> WORK REQUEST
Whenever a line in the data holds the string "name", copy that line.

(PROVIDED RECORDS begins)

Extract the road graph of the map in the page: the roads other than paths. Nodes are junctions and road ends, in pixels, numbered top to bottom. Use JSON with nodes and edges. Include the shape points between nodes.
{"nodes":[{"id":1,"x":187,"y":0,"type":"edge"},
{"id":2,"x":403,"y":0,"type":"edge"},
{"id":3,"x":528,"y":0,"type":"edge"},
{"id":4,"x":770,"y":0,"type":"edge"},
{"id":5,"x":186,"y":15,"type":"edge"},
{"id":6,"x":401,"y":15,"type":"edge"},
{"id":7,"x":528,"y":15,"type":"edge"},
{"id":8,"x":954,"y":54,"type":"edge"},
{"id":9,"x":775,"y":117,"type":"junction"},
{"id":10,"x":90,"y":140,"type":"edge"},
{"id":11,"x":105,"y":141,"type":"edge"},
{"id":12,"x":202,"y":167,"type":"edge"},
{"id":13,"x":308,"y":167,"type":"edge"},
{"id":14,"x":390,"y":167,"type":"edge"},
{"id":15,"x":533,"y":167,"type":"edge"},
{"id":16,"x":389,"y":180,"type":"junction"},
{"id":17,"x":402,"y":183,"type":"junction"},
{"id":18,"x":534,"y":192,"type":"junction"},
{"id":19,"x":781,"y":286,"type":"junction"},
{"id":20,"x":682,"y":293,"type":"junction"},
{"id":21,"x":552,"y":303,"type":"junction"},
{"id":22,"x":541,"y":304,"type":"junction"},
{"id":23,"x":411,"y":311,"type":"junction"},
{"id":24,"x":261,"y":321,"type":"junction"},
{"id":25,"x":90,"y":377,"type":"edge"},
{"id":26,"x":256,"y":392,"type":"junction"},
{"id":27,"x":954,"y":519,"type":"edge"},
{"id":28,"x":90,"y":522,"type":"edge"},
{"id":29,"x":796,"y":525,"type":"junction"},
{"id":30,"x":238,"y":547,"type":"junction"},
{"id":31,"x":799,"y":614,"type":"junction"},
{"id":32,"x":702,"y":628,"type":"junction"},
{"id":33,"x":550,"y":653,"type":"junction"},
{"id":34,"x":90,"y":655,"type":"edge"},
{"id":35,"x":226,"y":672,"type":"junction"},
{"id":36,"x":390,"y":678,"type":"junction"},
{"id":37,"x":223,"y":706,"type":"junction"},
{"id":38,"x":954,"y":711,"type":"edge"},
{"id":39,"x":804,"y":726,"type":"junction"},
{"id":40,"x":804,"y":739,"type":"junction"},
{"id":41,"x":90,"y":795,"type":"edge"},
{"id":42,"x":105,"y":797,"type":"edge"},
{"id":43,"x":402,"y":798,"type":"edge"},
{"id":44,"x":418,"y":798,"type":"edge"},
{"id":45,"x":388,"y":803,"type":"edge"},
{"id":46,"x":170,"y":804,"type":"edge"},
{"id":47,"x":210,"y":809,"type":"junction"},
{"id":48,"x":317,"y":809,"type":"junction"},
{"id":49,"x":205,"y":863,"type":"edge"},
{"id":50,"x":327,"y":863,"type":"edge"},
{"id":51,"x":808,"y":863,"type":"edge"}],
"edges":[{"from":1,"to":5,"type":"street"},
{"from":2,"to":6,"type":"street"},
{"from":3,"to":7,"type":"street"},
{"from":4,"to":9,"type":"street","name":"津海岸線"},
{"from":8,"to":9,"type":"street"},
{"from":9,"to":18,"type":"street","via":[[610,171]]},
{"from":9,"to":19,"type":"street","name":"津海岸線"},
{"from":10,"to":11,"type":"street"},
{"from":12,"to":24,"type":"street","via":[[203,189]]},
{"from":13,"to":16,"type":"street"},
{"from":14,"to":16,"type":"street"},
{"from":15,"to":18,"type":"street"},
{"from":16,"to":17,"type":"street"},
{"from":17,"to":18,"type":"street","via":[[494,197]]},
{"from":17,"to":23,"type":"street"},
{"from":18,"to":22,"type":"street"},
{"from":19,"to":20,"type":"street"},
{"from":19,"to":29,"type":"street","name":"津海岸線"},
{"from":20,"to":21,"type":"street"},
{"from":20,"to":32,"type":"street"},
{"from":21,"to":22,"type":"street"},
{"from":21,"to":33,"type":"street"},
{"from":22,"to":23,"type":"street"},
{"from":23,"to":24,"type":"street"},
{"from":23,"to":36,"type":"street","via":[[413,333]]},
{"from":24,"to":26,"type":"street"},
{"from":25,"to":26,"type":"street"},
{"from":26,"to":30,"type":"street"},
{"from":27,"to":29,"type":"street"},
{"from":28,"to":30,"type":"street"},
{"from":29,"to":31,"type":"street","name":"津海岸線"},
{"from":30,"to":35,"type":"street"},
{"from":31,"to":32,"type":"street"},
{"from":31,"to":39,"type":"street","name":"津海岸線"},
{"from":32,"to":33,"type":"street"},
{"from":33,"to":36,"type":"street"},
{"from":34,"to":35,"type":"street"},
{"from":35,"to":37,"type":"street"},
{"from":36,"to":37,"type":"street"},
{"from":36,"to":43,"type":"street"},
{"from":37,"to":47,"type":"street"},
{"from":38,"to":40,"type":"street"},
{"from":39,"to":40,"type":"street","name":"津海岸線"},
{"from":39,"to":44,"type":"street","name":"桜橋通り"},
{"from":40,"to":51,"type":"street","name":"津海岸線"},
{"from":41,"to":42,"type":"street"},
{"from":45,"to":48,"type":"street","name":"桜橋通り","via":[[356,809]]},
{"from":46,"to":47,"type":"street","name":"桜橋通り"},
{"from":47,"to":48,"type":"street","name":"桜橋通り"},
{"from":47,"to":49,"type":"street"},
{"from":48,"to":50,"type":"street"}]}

(PROVIDED RECORDS ends)

> YOUR SOLUTION
{"from":4,"to":9,"type":"street","name":"津海岸線"},
{"from":9,"to":19,"type":"street","name":"津海岸線"},
{"from":19,"to":29,"type":"street","name":"津海岸線"},
{"from":29,"to":31,"type":"street","name":"津海岸線"},
{"from":31,"to":39,"type":"street","name":"津海岸線"},
{"from":39,"to":40,"type":"street","name":"津海岸線"},
{"from":39,"to":44,"type":"street","name":"桜橋通り"},
{"from":40,"to":51,"type":"street","name":"津海岸線"},
{"from":45,"to":48,"type":"street","name":"桜橋通り","via":[[356,809]]},
{"from":46,"to":47,"type":"street","name":"桜橋通り"},
{"from":47,"to":48,"type":"street","name":"桜橋通り"},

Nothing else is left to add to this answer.